Collected data entries:
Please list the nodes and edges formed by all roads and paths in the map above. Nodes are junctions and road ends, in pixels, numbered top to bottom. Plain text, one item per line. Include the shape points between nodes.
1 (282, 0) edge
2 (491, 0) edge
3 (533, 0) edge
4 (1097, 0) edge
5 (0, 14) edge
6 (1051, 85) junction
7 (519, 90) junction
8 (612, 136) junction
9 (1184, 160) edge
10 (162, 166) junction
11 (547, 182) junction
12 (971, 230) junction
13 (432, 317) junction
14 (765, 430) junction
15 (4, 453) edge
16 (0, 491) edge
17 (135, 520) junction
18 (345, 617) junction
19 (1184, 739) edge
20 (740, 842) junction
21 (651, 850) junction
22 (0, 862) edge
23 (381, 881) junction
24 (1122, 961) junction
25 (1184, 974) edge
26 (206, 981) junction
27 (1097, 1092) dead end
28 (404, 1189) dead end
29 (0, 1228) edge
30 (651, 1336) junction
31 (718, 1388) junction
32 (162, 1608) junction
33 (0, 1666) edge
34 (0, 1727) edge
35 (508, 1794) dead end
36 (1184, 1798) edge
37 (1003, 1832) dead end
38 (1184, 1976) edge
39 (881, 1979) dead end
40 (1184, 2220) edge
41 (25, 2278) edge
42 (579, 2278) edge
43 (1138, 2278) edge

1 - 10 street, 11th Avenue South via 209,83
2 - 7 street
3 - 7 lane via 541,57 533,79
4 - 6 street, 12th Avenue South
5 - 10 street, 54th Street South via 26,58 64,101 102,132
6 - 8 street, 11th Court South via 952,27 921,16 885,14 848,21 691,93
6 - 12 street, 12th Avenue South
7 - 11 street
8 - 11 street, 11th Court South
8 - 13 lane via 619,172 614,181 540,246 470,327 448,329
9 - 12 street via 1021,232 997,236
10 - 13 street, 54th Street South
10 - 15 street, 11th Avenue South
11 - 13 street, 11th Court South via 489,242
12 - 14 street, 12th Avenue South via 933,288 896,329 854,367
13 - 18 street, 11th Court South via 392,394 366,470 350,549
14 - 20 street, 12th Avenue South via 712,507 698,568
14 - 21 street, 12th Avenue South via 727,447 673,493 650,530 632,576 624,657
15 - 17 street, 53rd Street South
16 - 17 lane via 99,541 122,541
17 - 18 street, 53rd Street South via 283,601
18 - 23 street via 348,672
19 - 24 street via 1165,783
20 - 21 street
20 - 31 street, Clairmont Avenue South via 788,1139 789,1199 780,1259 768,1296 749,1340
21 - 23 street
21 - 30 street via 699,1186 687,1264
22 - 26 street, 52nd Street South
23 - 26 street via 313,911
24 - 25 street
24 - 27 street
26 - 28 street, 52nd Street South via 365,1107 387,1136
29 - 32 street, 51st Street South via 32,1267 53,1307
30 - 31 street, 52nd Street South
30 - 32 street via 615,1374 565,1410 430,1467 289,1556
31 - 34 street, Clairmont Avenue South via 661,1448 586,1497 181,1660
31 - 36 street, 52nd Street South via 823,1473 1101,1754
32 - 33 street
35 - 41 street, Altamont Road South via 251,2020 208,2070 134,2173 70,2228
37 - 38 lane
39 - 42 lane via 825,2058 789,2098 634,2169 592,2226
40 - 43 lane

[About this exercise]: From the data above, copy each line that holds "Court".

[Result of the exercise]:
6 - 8 street, 11th Court South via 952,27 921,16 885,14 848,21 691,93
8 - 11 street, 11th Court South
11 - 13 street, 11th Court South via 489,242
13 - 18 street, 11th Court South via 392,394 366,470 350,549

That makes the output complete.